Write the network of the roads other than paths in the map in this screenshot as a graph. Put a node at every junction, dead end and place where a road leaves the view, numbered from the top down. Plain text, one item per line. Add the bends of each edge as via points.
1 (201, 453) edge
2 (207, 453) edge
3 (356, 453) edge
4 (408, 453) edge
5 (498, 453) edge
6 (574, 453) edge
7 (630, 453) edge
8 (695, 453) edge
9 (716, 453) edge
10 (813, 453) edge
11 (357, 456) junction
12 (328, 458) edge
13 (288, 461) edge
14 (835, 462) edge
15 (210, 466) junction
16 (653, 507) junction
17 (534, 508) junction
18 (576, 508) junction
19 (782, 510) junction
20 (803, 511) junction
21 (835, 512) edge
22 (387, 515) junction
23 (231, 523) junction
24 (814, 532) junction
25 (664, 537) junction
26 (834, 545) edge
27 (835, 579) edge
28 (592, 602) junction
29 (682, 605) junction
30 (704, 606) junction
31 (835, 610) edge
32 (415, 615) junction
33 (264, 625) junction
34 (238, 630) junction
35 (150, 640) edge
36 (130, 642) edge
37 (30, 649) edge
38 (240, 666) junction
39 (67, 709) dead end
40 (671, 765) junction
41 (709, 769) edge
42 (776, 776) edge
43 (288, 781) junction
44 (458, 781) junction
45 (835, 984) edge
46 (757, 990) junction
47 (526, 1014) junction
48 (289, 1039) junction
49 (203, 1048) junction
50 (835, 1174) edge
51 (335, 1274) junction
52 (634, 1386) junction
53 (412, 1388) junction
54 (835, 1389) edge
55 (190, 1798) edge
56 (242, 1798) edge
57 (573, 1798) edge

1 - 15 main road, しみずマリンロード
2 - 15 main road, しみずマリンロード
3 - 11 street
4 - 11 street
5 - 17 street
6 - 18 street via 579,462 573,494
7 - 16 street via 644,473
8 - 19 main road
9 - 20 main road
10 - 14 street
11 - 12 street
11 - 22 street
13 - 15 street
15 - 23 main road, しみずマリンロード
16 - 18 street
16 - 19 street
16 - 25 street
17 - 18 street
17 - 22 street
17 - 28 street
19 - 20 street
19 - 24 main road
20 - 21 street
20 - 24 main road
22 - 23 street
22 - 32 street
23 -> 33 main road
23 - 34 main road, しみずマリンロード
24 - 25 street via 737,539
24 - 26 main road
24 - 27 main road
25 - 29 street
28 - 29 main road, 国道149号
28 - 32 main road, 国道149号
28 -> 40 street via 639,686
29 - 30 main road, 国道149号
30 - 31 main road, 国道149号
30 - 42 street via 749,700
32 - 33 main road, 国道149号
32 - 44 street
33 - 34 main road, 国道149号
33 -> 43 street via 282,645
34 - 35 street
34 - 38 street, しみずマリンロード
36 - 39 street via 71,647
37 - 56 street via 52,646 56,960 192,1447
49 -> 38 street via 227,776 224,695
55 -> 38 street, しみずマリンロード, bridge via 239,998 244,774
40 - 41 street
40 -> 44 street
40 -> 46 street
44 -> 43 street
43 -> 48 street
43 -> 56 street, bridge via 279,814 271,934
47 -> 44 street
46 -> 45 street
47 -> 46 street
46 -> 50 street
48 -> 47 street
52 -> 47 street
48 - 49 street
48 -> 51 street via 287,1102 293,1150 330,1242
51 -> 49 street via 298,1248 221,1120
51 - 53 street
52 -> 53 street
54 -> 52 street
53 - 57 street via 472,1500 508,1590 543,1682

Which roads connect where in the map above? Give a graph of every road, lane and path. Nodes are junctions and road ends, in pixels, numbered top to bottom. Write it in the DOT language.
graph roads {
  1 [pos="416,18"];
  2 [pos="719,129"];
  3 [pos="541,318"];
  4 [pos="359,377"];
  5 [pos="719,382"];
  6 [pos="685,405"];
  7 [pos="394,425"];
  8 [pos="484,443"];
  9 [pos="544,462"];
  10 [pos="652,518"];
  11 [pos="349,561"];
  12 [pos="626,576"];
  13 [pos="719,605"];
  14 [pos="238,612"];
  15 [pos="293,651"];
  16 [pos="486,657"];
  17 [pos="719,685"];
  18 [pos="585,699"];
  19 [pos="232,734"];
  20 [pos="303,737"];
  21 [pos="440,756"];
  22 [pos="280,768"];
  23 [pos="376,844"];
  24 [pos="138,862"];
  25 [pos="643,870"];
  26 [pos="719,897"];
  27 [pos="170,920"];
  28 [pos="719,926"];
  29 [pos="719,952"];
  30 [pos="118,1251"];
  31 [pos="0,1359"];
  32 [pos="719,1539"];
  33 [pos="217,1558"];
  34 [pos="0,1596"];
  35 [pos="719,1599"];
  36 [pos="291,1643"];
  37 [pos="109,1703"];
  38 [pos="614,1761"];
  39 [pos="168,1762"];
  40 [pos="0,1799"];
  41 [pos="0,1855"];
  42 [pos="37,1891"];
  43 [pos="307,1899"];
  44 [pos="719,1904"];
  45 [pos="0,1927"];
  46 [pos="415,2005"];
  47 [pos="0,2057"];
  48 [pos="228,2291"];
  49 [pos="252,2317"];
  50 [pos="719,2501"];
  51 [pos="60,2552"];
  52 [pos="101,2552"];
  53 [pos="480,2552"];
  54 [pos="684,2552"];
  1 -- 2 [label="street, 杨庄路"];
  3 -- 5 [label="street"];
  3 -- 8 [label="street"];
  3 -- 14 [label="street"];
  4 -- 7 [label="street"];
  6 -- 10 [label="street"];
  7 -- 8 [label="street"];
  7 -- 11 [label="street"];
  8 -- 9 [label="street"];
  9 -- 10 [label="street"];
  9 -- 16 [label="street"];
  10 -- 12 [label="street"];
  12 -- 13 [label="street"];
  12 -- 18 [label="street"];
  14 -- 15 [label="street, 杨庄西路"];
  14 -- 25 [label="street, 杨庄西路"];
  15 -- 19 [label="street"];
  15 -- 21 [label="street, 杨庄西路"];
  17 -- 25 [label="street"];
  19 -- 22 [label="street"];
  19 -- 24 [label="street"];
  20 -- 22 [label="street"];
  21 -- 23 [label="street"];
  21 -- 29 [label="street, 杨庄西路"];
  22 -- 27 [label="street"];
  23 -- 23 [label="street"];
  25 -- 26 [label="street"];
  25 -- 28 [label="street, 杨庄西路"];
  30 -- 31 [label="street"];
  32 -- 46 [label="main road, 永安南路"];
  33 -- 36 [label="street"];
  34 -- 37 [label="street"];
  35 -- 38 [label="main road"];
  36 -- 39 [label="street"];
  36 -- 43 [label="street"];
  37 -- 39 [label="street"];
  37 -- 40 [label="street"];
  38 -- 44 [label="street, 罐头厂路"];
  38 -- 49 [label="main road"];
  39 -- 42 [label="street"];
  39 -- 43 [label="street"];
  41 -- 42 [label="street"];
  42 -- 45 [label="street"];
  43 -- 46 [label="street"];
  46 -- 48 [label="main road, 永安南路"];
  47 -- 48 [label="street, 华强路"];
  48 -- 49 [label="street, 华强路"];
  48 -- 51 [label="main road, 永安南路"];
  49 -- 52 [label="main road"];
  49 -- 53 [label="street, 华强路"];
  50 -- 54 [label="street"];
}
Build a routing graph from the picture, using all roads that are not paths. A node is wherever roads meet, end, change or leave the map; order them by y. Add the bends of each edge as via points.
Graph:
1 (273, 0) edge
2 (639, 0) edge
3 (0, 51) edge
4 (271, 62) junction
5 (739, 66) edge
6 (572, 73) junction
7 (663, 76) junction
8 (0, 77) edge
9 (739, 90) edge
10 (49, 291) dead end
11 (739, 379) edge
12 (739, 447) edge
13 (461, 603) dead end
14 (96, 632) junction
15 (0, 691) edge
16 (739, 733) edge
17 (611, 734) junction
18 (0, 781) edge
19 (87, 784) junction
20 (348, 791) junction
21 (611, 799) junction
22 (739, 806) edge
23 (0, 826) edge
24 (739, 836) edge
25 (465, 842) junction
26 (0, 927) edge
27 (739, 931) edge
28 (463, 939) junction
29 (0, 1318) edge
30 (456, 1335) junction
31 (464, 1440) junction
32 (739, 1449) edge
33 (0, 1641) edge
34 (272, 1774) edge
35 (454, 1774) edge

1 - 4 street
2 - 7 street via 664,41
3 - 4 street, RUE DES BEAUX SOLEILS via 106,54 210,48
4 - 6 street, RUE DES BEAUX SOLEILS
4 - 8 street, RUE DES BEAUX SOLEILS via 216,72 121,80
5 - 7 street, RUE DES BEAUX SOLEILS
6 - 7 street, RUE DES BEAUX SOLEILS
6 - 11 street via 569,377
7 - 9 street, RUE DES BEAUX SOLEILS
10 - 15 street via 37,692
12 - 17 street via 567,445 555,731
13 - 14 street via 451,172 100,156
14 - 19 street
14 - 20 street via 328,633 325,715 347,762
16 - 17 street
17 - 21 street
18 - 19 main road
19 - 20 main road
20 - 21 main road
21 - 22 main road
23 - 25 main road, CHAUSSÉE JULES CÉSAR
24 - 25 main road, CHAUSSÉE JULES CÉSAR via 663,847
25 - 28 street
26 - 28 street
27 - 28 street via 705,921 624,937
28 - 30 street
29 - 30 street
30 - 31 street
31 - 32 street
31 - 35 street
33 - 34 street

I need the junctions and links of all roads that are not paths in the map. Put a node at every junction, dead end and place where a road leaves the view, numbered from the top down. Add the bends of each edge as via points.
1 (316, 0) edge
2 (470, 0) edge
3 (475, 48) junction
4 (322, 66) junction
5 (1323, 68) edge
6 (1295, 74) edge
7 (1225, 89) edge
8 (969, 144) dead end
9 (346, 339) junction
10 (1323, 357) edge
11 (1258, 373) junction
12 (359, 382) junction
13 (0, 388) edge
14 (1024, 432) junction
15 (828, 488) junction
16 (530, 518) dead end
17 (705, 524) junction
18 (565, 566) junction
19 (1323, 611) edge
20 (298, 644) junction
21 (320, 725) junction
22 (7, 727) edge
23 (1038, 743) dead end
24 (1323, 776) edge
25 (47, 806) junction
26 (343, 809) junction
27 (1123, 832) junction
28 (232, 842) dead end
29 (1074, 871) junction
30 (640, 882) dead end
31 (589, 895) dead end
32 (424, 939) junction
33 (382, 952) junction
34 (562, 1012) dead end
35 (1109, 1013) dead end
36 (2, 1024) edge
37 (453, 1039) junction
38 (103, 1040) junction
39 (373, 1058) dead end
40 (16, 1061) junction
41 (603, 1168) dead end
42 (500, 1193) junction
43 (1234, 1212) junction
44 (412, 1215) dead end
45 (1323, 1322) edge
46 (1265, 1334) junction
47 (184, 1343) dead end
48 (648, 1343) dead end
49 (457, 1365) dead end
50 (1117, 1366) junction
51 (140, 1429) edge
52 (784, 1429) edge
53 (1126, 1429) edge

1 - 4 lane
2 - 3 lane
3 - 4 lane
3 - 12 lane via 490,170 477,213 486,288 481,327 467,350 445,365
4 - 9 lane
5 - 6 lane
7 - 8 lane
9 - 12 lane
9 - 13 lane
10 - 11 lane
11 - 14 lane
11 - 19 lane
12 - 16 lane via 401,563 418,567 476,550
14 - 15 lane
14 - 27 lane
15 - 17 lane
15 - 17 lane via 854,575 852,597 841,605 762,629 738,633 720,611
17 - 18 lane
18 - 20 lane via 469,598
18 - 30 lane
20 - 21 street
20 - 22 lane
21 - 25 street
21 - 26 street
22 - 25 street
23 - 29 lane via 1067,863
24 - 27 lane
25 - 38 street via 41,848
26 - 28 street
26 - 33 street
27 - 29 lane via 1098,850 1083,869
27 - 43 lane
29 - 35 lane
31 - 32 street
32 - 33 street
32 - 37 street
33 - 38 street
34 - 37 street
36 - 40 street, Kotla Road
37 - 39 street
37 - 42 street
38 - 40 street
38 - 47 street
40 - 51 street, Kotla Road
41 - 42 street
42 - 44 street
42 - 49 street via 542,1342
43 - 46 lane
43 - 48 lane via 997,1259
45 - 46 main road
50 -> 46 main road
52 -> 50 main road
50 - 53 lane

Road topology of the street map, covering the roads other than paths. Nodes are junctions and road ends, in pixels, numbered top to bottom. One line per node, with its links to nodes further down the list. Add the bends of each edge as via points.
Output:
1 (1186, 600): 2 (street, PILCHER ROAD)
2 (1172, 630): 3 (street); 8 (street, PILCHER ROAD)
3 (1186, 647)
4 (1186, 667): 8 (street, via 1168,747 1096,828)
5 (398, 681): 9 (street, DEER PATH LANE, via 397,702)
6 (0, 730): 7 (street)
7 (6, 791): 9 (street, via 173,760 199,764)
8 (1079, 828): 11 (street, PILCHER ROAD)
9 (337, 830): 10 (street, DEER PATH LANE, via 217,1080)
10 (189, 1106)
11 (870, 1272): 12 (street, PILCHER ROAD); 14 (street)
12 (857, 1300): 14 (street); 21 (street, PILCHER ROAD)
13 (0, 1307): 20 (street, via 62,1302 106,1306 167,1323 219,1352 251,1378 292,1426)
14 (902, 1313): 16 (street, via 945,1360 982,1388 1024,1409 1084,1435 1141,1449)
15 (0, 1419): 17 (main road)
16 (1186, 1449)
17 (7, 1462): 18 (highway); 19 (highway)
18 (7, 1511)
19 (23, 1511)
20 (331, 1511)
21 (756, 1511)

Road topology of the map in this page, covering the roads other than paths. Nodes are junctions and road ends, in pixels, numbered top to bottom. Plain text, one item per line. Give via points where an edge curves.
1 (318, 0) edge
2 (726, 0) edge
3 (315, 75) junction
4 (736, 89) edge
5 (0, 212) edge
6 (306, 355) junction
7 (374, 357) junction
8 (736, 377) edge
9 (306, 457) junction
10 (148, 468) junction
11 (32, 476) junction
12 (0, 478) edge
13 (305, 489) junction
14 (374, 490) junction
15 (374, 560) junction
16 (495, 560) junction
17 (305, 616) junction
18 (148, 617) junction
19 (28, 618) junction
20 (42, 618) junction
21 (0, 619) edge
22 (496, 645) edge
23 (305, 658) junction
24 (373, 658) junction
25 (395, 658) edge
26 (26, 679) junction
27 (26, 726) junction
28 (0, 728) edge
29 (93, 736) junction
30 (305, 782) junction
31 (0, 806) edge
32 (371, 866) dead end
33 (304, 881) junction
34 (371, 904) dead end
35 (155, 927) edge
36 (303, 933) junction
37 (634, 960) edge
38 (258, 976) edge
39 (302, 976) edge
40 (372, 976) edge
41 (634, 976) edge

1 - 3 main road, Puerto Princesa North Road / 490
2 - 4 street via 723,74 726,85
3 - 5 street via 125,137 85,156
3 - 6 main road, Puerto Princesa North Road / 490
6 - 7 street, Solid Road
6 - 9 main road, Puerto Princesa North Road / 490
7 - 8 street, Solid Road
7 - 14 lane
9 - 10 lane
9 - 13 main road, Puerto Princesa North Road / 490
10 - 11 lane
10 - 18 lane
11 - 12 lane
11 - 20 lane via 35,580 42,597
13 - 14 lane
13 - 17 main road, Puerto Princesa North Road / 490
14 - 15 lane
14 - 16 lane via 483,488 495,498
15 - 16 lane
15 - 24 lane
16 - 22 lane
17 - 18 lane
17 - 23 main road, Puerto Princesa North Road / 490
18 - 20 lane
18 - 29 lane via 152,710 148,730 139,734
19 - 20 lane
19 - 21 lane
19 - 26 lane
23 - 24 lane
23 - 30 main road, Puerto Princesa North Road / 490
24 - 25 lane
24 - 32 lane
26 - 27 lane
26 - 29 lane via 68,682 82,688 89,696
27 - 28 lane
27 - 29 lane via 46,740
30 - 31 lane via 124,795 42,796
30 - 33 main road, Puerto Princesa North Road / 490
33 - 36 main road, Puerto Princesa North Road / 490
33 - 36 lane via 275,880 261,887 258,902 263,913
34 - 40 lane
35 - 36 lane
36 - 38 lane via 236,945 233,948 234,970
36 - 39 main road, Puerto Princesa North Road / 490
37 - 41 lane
****
Task prompt ▸ Copy down every line of the entries containing the word "CÉSAR".

Answer box ▸
23 - 25 main road, CHAUSSÉE JULES CÉSAR
24 - 25 main road, CHAUSSÉE JULES CÉSAR via 663,847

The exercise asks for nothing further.